Do Not Let Anyone Invalidate Your Experience


 

 

How Religious People Behave Like They Know It All about My Experience

A Hindu religious twat took upon himself to diss me in the comment section of my first blog, 'Karma is Not a Bitch. Karma is Bullshit'. He superimposed his beliefs as the supreme truth, ignoring my questions about universality. Anyway, I am used to such twats of all religions - they think the beliefs and Gods of other religions are wrong. I just say all of them are wrong. 


Many people have the habit of dismissing your reality, pain, and situation and lend toxic positivity. Don't get me wrong, I am not talking about putting forth your opinion/experiences and making it sound like your opinion/experience represents everyone's in a situation where others cite their opposite opinion/experience. I get this a lot from the followers of my Facebook page - self-absorbed people are not exactly sparse. 

This is from my Tumblr

Don't Invalidate. Just Listen and Acknowledge - It Saves Lives

It's just that too many people are bad listeners and self-righteous. I have been complaining of pain since I was a child and all my aunts and uncles and even my own mom and sister dismissed me as overreacting, lazy, hypochondriac, and seeking attention. Pretty soon, I stopped complaining about my invisible health issues - as soon as I learned to take the public bus at 13, I started going to the hospital by myself and getting painkillers.

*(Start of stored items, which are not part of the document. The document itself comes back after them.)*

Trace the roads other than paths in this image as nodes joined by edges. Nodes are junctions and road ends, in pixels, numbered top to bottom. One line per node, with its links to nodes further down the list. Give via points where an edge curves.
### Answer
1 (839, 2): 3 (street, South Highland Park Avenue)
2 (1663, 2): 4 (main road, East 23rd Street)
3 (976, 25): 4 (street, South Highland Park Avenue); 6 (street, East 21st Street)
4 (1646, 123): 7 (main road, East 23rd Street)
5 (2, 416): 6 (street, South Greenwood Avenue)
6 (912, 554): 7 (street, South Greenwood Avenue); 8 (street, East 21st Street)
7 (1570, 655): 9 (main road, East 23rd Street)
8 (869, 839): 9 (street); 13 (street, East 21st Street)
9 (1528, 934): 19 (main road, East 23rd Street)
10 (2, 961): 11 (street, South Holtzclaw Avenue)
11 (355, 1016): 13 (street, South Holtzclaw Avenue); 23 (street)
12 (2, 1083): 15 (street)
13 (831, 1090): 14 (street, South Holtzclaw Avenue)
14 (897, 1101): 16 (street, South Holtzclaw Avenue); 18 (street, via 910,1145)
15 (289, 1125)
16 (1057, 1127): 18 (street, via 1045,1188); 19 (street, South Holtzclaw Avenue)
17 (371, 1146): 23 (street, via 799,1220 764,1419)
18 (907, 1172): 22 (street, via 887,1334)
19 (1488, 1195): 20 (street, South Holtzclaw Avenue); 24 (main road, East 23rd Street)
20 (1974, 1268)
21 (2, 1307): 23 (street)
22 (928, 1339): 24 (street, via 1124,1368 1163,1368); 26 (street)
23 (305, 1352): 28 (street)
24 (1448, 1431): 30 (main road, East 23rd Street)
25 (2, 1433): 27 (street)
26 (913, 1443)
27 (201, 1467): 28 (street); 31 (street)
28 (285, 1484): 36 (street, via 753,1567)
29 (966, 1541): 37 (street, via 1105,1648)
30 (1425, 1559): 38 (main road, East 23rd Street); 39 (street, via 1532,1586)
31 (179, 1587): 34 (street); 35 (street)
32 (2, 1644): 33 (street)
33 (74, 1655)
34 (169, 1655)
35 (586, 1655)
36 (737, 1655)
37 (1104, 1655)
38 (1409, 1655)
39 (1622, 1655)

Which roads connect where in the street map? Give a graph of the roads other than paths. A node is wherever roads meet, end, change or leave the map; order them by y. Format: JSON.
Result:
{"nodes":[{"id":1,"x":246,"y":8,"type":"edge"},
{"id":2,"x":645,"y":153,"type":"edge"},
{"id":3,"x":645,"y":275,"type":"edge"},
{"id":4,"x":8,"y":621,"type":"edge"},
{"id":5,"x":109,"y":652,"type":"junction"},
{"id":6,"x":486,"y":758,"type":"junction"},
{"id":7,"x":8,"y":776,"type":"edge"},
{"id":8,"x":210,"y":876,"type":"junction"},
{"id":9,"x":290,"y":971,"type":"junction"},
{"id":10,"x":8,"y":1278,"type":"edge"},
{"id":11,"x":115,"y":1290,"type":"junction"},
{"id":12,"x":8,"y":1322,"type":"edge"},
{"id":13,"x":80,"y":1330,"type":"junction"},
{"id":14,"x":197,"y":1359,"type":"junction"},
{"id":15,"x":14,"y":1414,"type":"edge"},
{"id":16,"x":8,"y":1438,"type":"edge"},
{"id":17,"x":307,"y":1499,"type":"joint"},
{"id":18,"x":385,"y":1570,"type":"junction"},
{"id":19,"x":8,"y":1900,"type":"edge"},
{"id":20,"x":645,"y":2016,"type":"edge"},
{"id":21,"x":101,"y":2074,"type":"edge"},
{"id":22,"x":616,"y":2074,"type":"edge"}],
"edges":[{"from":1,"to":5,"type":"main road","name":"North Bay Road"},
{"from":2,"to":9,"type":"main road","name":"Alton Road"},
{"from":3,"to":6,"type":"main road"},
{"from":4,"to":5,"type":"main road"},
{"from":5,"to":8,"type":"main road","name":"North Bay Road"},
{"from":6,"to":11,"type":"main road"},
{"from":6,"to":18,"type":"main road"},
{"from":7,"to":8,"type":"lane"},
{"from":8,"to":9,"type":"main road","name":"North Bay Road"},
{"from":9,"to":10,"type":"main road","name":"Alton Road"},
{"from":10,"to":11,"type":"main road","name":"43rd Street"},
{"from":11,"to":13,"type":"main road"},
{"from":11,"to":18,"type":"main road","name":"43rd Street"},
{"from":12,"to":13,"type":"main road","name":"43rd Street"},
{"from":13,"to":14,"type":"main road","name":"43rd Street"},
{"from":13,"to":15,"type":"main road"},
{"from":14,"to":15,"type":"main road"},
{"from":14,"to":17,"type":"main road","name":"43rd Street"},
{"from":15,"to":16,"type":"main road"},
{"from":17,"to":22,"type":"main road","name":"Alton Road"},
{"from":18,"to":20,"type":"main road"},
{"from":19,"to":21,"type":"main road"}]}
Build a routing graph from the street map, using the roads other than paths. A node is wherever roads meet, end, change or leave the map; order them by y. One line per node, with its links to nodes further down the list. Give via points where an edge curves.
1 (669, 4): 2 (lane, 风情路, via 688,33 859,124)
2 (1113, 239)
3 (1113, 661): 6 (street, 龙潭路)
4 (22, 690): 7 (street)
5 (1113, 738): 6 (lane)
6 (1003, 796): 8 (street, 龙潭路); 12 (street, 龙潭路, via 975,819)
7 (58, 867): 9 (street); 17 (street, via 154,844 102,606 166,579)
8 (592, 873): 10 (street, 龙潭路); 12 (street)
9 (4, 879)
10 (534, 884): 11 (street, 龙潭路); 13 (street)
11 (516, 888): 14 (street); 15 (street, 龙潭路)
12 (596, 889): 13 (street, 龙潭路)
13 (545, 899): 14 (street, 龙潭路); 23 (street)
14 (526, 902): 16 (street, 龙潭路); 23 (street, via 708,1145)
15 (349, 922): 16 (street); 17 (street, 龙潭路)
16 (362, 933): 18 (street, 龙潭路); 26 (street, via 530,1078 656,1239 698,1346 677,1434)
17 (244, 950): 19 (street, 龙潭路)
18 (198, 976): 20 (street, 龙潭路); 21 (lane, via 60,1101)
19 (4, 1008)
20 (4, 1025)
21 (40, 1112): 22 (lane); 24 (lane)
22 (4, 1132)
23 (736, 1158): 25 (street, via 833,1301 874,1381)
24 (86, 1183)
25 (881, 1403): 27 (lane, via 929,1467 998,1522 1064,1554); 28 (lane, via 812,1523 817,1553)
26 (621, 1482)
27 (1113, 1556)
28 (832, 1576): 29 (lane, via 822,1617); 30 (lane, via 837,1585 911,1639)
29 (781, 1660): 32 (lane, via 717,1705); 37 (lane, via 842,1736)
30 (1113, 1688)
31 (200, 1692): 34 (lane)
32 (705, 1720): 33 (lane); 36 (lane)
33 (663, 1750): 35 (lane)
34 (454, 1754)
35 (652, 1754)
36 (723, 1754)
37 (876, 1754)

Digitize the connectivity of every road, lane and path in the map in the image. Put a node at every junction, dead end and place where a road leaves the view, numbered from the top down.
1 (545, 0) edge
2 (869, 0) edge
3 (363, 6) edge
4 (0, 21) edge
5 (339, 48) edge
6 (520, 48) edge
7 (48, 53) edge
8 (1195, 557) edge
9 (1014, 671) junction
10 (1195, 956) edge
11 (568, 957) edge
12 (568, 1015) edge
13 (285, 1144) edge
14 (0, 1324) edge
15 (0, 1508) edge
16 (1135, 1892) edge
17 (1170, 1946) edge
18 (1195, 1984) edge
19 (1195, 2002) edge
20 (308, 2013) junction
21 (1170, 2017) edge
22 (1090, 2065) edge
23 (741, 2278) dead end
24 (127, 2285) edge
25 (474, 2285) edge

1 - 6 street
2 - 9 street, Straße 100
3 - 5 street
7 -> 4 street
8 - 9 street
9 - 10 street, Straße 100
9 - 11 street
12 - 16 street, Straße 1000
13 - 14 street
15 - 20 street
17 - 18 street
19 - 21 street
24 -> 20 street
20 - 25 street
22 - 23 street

When my rare genetic disease hit me in full-blown form when I was 19, normal, independent life ended for me and I became a lesson for my whole family. The minute my niece or nephew complains of pain anywhere, no time is wasted to invalidate their whine - they are immediately taken to a specialist and all kinds of medical tests are done.

This is why invalidating the complaint of others can bite you back in the ass. I still experience invalidation till today, especially at the hands of religious people who know shit about my disease and ask me how many astrologers did I go to and whether I had my past, present, and future calculated.


My disease was discovered only in 1912. Before that, people with Wilson's Disease were faced with certain death. What amuses me is the fact that religious practitioners think they can cure my disease. They don't even know the name of my illness, what it does to the biological system, the cause of it, or the symptoms. They are quite the charlatans and experts at faking it.

What I hate most is how my experience is invalidated. I am the one who is going through the wringer. It is my body that is affected. But people talk as if they know better than I do about my ordeal. 

This is one of the main reasons I don't talk about my illness openly. I am either invalidated or seen as an inspiration - no, treat me as a human being. I am as human as any of you with a different life. That's it.

My workplace is most supportive and accommodating of my experience than any platform. I was plagued by migraine, nausea and fever last week and I took emergency leaves. When I got back to work, my manager forgot my turn at the Touch Base meeting. 😂 My colleagues just enquired if I am doing better. That is it - they only care about my experience coz they know that my condition is on a whole different level. They don't butt in and cite their experiences to invalidate mine. This is something people really should apply.

Toxic Positivity Does not Help

I know that the invalidation also can be well-meaning but it's toxic positivity. One cannot be positive all the time. Reality is often negative so being real is the way we can sort out a way to turn things around. My virtual monthly team engagement group's name is 'G-Tribe Positive Vibes'. But the leader asks us about any issues we face at work to be escalated to the ManCom committee besides the positivity-enforcement activities. This is what I mean.


I was one who liked to say, "Hey, I suffer more than you. If I can do it, what's stopping you?" Now I know how wrong that behaviour is. Everyone has different coping mechanisms, trigger points, and mental, and physical capacity. What I took in my stride can cause PTSD for others. So, it is criminal to overlap and belittle others who are differently cultivated and moulded. 
I don't want to be an inspiration. I just want to be understood as different yet human like the rest of you.